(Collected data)
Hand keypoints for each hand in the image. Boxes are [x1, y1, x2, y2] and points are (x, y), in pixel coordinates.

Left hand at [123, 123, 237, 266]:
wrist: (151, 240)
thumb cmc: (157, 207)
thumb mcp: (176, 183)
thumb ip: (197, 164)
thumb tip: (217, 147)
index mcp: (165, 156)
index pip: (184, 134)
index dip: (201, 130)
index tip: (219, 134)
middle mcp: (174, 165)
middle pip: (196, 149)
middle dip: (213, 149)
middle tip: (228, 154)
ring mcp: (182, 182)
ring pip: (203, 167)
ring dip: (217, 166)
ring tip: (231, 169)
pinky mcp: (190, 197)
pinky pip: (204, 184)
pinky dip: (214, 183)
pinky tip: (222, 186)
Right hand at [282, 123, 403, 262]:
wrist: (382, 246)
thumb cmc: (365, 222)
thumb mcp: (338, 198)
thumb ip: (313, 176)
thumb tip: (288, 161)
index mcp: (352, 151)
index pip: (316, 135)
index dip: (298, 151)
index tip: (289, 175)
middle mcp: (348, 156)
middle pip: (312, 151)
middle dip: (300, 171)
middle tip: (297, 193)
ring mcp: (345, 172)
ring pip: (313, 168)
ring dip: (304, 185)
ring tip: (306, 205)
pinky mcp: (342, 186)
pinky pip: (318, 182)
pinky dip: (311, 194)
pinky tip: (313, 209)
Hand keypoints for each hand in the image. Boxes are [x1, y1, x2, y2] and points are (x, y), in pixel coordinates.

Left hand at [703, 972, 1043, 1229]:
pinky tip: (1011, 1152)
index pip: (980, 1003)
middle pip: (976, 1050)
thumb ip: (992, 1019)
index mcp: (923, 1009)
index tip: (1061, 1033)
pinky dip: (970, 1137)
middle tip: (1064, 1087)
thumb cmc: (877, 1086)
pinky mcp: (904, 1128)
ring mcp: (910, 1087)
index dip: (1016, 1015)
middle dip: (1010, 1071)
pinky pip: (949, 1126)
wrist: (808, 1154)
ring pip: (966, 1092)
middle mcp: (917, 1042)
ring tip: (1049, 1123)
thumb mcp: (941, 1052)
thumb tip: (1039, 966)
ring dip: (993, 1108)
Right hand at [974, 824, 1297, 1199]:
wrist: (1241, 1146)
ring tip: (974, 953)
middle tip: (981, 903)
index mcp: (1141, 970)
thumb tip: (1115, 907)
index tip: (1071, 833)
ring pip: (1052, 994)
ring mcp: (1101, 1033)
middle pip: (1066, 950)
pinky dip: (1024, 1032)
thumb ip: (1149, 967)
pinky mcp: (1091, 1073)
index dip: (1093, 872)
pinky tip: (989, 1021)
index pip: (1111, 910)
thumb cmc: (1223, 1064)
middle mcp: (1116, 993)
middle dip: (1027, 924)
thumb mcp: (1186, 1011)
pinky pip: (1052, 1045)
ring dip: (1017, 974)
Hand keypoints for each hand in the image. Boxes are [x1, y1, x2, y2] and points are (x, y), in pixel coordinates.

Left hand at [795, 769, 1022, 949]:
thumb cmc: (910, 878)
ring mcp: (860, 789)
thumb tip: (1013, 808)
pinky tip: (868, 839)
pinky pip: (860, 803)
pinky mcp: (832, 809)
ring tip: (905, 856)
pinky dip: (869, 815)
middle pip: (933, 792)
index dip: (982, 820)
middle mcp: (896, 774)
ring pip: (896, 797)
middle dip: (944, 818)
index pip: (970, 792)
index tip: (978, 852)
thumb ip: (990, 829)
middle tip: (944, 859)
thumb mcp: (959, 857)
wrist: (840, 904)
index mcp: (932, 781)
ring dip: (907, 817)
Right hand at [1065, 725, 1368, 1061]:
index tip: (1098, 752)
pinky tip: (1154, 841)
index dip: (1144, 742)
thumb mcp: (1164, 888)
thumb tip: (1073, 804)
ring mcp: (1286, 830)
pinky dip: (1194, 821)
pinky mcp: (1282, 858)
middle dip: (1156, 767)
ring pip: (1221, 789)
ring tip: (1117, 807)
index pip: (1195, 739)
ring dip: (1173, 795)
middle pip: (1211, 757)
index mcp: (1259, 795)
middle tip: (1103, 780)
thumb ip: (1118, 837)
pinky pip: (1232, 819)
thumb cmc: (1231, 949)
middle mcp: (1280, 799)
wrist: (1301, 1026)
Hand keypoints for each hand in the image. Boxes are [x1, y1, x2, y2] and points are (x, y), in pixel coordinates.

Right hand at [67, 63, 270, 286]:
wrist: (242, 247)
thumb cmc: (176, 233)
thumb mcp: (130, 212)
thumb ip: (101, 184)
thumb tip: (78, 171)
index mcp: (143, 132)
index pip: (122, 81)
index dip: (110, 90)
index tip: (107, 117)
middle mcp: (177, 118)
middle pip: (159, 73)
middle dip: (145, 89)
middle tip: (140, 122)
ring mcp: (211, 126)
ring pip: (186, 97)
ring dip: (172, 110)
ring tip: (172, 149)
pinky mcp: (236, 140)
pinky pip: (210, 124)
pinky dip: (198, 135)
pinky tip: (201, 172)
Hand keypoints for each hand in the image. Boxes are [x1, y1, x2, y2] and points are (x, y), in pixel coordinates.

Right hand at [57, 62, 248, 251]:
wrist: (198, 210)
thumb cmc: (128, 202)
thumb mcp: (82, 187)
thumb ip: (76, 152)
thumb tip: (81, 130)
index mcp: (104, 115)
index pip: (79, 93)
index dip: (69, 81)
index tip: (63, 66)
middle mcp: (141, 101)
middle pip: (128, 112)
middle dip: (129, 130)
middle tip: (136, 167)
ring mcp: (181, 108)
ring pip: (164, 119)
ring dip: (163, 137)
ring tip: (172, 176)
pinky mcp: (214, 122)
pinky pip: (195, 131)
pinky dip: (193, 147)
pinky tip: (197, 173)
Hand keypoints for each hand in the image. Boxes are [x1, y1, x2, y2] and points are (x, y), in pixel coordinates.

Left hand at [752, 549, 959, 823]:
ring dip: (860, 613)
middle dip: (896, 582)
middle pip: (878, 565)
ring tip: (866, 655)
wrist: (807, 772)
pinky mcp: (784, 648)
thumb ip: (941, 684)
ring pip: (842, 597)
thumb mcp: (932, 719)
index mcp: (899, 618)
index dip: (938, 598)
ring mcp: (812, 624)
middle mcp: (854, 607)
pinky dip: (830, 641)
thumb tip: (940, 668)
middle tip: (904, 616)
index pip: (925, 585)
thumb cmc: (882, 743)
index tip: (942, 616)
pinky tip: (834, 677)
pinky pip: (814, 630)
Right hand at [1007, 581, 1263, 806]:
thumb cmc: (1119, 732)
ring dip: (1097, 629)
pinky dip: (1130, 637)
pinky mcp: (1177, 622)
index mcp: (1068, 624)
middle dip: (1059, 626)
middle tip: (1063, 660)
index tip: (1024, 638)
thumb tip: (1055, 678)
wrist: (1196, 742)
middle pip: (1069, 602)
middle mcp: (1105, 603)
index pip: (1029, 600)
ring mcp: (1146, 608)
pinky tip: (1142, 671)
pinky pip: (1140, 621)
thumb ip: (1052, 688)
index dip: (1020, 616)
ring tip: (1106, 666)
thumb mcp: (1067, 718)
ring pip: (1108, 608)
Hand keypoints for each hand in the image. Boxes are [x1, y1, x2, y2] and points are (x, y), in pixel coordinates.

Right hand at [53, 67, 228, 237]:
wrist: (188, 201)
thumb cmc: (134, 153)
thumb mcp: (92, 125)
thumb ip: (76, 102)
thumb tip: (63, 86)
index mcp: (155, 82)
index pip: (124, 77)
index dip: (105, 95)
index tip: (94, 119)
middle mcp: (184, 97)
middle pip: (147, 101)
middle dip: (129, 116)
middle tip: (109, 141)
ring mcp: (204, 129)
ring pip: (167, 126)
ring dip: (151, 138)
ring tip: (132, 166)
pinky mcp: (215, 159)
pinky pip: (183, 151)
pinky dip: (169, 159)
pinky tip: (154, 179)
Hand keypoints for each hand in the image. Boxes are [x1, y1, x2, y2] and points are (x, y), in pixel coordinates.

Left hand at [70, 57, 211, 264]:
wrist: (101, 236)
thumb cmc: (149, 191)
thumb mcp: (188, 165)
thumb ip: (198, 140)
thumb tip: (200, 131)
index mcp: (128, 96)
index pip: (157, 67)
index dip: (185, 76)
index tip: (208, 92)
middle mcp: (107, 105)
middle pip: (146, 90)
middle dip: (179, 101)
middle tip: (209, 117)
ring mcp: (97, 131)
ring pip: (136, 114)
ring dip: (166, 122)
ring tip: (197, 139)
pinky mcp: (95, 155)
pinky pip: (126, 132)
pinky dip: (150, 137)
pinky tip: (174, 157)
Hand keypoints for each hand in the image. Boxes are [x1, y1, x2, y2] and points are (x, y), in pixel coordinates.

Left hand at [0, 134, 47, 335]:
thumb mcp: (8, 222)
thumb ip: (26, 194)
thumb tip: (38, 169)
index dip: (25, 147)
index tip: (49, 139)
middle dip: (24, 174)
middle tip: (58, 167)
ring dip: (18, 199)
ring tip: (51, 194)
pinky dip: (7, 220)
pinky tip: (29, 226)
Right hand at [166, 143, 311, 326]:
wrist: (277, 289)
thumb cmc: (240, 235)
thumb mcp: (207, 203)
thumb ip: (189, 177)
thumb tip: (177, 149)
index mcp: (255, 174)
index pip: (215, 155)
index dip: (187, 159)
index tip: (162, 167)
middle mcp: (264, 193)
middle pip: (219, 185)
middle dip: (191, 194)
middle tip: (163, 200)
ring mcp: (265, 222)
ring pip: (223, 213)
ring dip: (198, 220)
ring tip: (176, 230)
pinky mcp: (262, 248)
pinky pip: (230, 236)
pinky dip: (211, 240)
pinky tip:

Description of the task
Every line above that holds the word "Right" is to be found and copied.

Task result
Right hand at [282, 123, 403, 262]:
Right hand at [974, 824, 1297, 1199]:
Right hand at [1065, 725, 1368, 1061]:
Right hand at [67, 63, 270, 286]:
Right hand at [57, 62, 248, 251]:
Right hand at [1007, 581, 1263, 806]:
Right hand at [53, 67, 228, 237]:
Right hand at [166, 143, 311, 326]:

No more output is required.